* [Problem description]
Return, from the lines below, each one that includes the word "lane".

Extracted data entries
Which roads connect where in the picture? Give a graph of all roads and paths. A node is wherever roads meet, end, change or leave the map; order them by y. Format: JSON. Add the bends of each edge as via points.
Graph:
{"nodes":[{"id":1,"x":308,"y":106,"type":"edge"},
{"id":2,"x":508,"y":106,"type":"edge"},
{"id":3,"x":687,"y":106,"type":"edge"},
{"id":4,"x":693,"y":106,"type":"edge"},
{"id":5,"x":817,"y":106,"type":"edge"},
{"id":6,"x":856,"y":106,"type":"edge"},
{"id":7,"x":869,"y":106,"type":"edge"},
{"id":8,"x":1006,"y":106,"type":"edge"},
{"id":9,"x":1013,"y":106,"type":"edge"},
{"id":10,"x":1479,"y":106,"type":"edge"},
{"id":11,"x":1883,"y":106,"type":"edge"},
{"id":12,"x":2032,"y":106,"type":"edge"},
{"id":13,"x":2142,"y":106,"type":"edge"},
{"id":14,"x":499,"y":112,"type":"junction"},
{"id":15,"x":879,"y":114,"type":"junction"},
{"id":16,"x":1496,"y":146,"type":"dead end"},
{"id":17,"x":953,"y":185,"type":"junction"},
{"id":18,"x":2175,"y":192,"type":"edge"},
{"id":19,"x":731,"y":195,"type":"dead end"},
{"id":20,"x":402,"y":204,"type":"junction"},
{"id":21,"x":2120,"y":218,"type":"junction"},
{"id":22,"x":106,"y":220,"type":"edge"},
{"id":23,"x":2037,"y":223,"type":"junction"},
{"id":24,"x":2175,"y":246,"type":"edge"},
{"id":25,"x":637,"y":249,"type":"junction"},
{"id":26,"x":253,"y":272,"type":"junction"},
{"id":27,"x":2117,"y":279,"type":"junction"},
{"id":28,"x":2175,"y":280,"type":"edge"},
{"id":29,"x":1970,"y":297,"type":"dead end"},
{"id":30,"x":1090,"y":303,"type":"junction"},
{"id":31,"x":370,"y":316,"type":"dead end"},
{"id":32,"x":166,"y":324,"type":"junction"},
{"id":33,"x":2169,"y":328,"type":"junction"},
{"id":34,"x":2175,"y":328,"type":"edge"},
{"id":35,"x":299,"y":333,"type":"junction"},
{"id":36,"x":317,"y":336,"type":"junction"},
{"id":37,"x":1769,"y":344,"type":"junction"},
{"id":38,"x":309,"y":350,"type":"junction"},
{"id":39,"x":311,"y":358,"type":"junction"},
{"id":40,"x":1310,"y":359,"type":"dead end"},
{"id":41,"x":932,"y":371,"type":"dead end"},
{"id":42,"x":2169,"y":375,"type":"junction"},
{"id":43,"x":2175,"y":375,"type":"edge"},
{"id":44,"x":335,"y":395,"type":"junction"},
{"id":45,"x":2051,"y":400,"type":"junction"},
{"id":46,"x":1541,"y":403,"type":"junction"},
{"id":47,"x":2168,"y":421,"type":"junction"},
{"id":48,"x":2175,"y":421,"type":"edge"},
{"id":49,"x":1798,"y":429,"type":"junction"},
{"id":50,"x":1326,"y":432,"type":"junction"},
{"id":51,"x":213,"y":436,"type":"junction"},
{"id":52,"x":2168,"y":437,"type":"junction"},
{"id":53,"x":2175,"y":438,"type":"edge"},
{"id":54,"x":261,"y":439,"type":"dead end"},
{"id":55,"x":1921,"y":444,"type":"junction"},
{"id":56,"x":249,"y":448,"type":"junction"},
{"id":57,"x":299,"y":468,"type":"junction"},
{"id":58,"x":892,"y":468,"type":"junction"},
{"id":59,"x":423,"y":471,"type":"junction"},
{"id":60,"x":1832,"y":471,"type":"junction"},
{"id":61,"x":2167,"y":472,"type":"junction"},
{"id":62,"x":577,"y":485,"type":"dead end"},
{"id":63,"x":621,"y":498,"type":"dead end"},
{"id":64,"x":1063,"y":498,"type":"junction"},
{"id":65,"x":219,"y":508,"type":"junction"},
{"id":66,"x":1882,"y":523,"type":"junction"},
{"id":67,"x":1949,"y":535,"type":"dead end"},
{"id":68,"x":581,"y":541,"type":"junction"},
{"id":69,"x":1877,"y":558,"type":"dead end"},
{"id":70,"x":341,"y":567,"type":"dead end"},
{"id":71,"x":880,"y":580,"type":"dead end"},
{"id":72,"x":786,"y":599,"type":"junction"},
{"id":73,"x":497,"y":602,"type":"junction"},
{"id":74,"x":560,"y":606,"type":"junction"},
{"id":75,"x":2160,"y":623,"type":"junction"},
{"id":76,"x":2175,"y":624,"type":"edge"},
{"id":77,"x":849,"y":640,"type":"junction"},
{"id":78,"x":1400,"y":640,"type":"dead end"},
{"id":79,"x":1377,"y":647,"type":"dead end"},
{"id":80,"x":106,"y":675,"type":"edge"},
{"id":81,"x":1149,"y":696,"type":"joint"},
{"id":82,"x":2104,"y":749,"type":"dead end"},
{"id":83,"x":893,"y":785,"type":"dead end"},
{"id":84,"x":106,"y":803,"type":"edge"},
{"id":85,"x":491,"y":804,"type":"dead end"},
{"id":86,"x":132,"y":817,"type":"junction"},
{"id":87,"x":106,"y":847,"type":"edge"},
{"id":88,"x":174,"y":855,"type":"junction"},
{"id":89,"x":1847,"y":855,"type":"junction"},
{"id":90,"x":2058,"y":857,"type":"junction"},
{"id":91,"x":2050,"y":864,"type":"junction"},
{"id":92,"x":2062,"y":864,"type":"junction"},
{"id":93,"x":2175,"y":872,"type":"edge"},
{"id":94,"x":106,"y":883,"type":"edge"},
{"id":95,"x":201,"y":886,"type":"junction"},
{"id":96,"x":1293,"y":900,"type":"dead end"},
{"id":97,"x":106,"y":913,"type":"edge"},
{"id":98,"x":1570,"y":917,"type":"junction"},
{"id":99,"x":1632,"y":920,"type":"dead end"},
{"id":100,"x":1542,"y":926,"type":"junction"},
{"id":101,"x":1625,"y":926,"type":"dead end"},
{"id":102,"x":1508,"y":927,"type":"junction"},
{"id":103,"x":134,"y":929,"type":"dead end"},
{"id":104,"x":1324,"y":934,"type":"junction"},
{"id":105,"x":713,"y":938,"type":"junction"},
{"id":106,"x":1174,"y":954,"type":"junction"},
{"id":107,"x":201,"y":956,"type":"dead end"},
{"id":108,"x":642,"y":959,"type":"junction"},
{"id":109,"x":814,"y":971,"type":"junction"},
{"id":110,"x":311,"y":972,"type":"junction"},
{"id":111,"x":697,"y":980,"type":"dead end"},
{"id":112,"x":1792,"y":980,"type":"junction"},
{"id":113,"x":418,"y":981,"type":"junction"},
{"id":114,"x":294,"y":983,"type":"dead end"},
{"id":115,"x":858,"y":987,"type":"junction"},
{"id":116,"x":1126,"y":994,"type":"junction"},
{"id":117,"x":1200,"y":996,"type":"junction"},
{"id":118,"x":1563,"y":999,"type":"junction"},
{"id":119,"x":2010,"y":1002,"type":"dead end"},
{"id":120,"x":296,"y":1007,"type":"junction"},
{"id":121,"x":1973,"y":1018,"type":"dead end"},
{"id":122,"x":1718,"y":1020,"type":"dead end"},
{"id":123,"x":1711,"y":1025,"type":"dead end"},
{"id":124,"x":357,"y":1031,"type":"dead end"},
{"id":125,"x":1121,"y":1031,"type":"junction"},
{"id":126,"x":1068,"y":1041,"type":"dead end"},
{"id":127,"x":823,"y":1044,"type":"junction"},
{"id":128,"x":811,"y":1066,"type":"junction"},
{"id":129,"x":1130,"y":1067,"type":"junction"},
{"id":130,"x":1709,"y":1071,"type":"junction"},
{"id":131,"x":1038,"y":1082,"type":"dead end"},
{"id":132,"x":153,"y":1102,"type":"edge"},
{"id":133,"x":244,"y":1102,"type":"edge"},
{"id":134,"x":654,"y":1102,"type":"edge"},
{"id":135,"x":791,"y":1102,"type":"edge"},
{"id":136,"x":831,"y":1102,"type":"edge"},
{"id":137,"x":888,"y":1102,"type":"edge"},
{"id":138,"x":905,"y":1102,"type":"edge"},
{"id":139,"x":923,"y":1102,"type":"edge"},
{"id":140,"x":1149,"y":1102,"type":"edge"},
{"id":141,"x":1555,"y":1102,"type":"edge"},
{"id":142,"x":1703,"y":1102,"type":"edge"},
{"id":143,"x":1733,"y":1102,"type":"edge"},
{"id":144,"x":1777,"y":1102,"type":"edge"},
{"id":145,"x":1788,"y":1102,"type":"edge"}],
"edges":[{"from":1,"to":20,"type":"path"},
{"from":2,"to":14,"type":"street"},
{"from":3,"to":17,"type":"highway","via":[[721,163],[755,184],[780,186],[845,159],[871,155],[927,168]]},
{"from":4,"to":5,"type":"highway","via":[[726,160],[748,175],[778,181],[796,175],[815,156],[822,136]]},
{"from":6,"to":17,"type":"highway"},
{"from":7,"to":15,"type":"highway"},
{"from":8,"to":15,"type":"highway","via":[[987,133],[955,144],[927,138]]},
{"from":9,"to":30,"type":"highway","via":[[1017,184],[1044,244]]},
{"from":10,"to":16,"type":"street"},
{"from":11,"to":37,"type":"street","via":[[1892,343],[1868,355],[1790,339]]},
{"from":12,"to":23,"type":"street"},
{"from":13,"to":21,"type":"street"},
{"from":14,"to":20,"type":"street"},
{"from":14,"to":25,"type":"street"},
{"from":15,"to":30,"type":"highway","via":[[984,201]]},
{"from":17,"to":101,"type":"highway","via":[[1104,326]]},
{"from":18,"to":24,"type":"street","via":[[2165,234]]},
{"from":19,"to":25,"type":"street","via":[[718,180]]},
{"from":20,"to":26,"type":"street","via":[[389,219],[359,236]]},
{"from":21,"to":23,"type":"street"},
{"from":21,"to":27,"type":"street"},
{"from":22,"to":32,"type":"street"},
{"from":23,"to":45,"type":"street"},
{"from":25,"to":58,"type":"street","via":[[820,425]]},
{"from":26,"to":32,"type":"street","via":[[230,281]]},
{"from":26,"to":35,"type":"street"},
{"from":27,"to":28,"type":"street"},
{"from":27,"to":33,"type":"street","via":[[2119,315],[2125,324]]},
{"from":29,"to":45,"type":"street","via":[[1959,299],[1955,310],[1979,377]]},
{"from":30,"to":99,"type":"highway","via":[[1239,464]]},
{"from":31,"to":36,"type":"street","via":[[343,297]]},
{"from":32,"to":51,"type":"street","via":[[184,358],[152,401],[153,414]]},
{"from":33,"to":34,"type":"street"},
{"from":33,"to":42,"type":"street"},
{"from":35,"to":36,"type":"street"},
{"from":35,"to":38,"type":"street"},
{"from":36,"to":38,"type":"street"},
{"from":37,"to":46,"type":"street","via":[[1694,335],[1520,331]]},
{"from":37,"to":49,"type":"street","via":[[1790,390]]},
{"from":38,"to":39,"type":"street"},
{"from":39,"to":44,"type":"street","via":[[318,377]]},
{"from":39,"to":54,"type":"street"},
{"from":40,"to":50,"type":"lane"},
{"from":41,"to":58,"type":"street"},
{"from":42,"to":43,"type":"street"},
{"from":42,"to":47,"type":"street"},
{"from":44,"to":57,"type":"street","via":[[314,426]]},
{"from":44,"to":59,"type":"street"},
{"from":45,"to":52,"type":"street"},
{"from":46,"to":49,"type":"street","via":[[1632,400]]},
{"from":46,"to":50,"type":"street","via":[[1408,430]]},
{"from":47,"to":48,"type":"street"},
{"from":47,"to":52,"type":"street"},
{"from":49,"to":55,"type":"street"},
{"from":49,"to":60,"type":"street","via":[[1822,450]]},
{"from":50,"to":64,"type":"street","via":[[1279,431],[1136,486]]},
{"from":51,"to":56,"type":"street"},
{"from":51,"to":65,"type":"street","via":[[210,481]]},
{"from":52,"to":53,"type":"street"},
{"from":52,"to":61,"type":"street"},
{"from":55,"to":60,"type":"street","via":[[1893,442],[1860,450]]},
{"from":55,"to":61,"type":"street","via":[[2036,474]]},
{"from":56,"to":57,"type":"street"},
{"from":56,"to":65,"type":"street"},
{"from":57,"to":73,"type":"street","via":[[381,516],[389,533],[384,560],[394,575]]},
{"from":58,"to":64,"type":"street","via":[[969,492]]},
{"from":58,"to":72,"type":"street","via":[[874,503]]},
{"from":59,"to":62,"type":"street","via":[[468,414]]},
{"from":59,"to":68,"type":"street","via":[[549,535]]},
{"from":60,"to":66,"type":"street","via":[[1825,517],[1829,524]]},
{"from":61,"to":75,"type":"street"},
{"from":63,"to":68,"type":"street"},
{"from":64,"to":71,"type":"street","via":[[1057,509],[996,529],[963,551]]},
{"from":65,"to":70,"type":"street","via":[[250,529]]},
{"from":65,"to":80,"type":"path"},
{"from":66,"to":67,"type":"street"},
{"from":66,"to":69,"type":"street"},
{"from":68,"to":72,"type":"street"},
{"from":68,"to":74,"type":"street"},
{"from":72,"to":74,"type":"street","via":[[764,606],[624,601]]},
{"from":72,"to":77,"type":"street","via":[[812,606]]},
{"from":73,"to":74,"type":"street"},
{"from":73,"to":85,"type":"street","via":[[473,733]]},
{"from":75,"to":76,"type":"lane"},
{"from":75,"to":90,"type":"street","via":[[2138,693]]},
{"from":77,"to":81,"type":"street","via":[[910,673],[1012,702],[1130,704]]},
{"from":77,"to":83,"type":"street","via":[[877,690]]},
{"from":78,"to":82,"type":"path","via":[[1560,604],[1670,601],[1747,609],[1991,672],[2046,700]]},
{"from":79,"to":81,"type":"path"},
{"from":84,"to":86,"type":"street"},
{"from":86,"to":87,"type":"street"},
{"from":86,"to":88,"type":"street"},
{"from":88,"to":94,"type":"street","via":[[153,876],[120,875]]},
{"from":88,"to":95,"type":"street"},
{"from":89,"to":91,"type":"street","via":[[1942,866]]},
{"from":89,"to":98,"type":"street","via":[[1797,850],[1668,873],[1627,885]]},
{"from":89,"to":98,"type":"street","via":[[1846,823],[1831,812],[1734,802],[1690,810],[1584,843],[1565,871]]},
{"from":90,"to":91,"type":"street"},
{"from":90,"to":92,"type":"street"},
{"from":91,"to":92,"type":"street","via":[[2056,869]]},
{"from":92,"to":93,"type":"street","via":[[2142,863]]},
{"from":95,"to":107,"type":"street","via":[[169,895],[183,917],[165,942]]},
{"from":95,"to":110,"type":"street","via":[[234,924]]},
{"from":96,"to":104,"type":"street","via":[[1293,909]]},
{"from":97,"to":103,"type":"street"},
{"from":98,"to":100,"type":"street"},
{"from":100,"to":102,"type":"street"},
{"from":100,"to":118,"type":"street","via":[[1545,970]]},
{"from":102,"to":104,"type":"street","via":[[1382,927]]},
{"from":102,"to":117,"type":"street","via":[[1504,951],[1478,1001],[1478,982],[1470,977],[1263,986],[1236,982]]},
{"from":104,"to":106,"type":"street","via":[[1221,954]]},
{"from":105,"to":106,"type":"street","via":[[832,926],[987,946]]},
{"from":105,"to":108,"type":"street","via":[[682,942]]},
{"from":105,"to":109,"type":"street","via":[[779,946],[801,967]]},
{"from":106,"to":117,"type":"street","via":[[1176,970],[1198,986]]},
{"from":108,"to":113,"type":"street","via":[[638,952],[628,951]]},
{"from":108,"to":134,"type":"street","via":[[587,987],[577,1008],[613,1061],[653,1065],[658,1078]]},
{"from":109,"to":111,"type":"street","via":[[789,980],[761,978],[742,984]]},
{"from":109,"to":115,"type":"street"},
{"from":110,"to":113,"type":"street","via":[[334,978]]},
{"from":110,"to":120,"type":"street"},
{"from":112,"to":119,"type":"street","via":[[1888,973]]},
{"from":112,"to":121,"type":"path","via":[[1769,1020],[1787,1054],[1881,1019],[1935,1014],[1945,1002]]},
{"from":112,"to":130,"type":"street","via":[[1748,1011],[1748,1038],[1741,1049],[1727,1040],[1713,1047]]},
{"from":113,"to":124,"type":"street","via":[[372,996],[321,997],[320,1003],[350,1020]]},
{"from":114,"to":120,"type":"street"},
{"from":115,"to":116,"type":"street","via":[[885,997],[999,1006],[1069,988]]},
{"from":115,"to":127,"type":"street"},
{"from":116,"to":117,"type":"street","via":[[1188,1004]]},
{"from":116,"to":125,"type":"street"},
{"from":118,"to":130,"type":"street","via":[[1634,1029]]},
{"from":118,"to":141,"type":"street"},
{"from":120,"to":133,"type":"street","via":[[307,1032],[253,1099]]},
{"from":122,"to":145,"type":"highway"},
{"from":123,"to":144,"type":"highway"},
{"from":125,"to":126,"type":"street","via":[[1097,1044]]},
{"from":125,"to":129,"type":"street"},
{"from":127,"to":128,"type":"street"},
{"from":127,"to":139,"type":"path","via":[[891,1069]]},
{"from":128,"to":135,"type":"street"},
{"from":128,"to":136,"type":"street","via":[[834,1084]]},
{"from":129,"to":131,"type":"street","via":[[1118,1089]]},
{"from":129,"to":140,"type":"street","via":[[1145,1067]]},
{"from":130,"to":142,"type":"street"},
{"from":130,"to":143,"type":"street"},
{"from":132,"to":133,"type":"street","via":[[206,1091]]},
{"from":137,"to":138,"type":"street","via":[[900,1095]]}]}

* [Your response]
{"from":40,"to":50,"type":"lane"},
{"from":75,"to":76,"type":"lane"},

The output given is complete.